On May 28, 2009, Jennifer Church wrote:

On May 28, 2009, Jennifer Church wrote:

On May 28, 2009, Jennifer Church wrote: "A more abstract reason for disallowing suicide concerns the apparent contradiction in the idea that we can improve a life by ending a life. The suicide's thought that she will be better off dead seems to contradict the fact that, if dead, she will not be anything. Her desire to retain control over her life by ending it in the way she wants to end seems to contradict the fact that there is no control over a life that has ended. There are other ways to express a suicidal intention, though, that do not lead to such contradictions." This has been haunting me since I first read it. As suggested, I am unable to devise a non-contradictory logic of suicide (for argument, base this thought on life being a biomechanical phenomenon, no after-life, and really no proof that anything at all remains in existance if you (the contemplator) are not conscious of it. This has taken on a particular poignancy as a friend has recently killed himself.

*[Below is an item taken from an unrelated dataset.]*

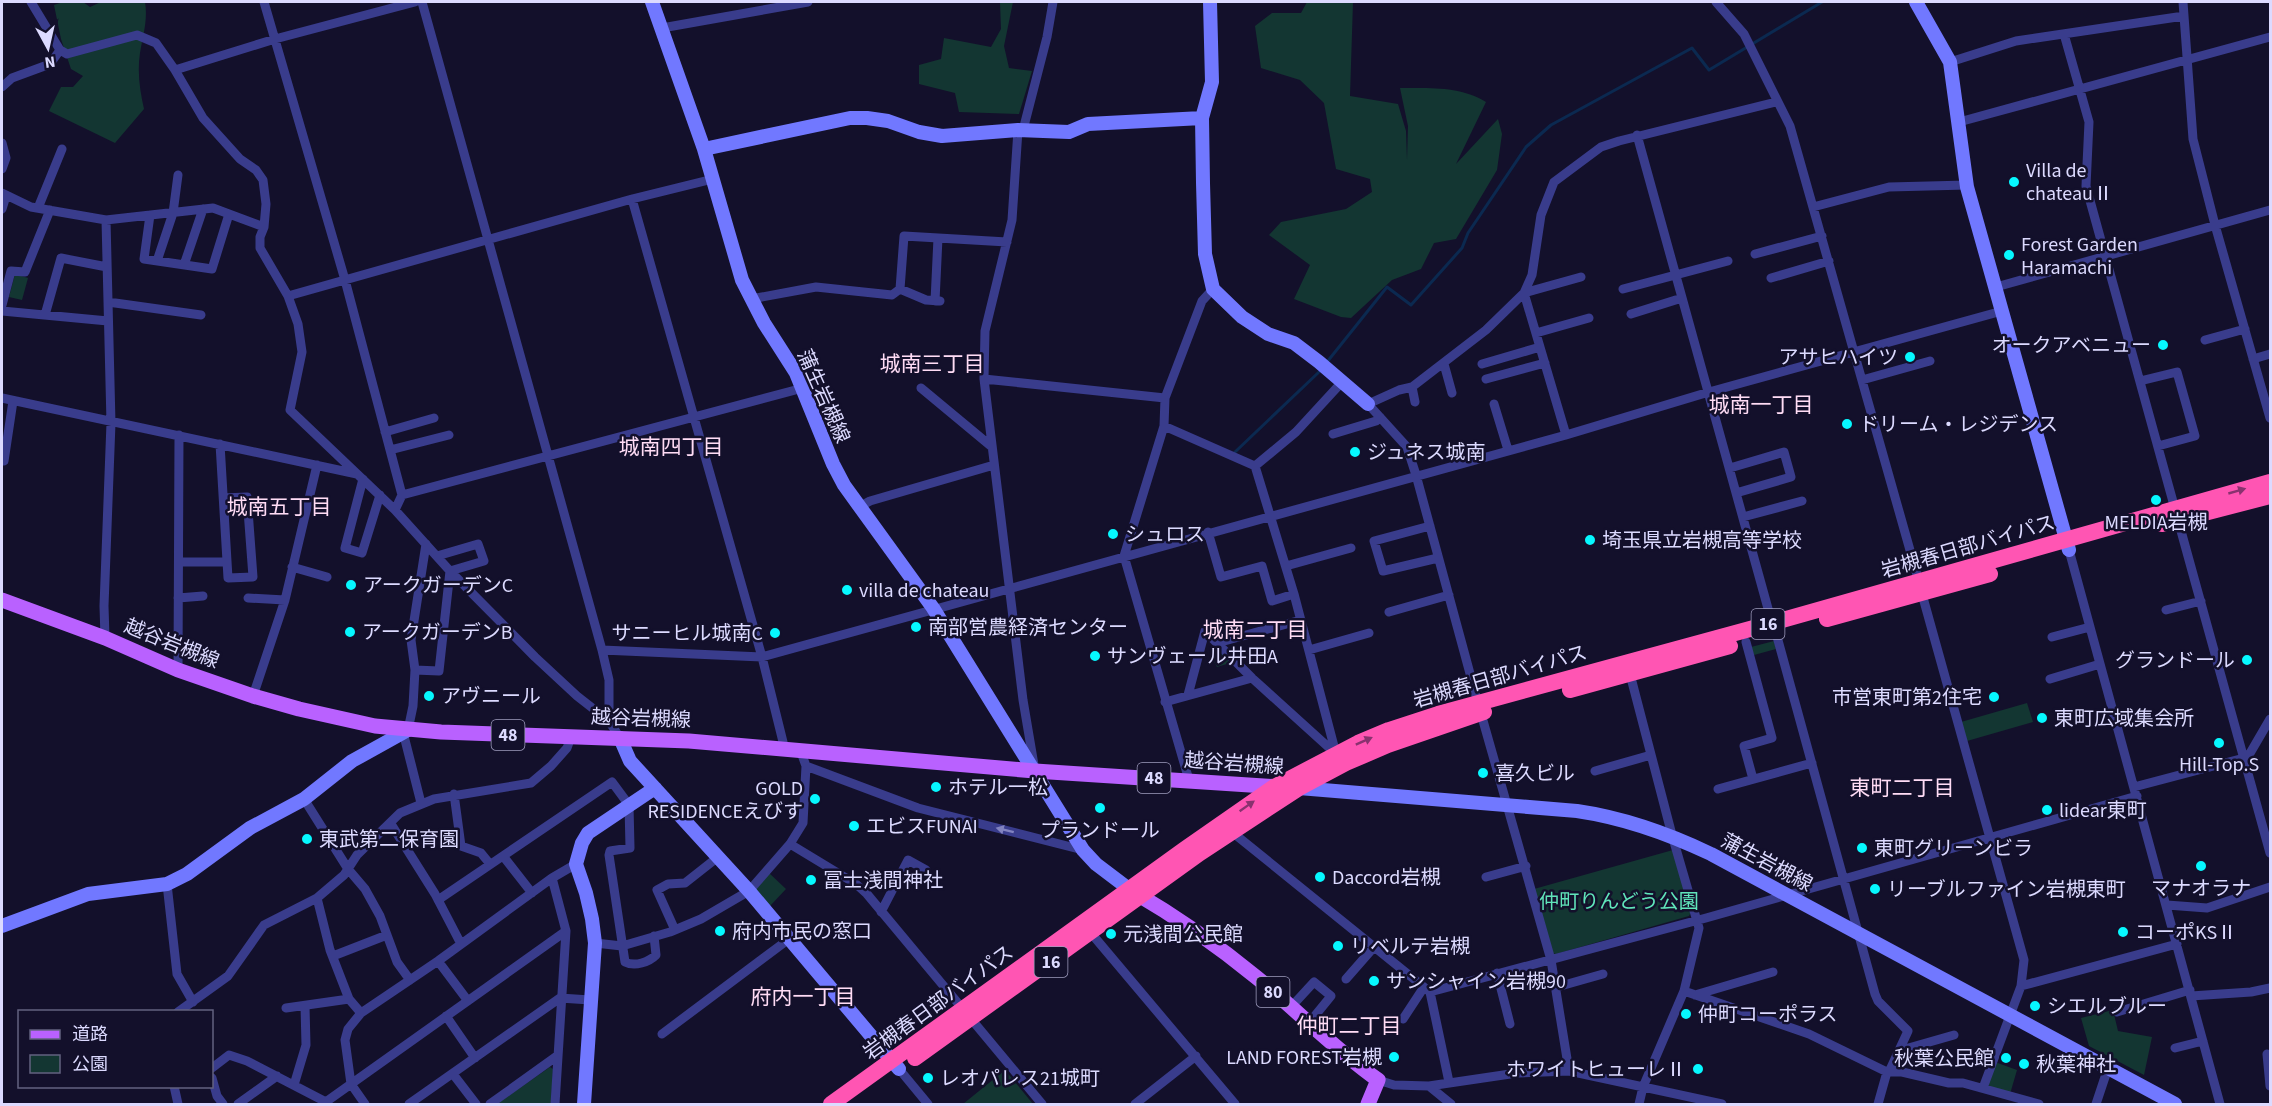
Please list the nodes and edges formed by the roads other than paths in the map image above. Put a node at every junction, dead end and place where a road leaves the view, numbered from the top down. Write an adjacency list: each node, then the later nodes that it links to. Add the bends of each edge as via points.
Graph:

I see existence continuing despite his absence. There is no more "He" to not feel whatever he was trying to escape. It's as ambiguous to me as spontaneous generation, only backwards. If, on the other hand, I were to kill myself, nothing would necessarily "continue", existence would cease, I would not be in a better, worse, "no longer suffering" or any other now meaningless state. Intellectually (i.e. right now), I find myself in an "alogical" situation.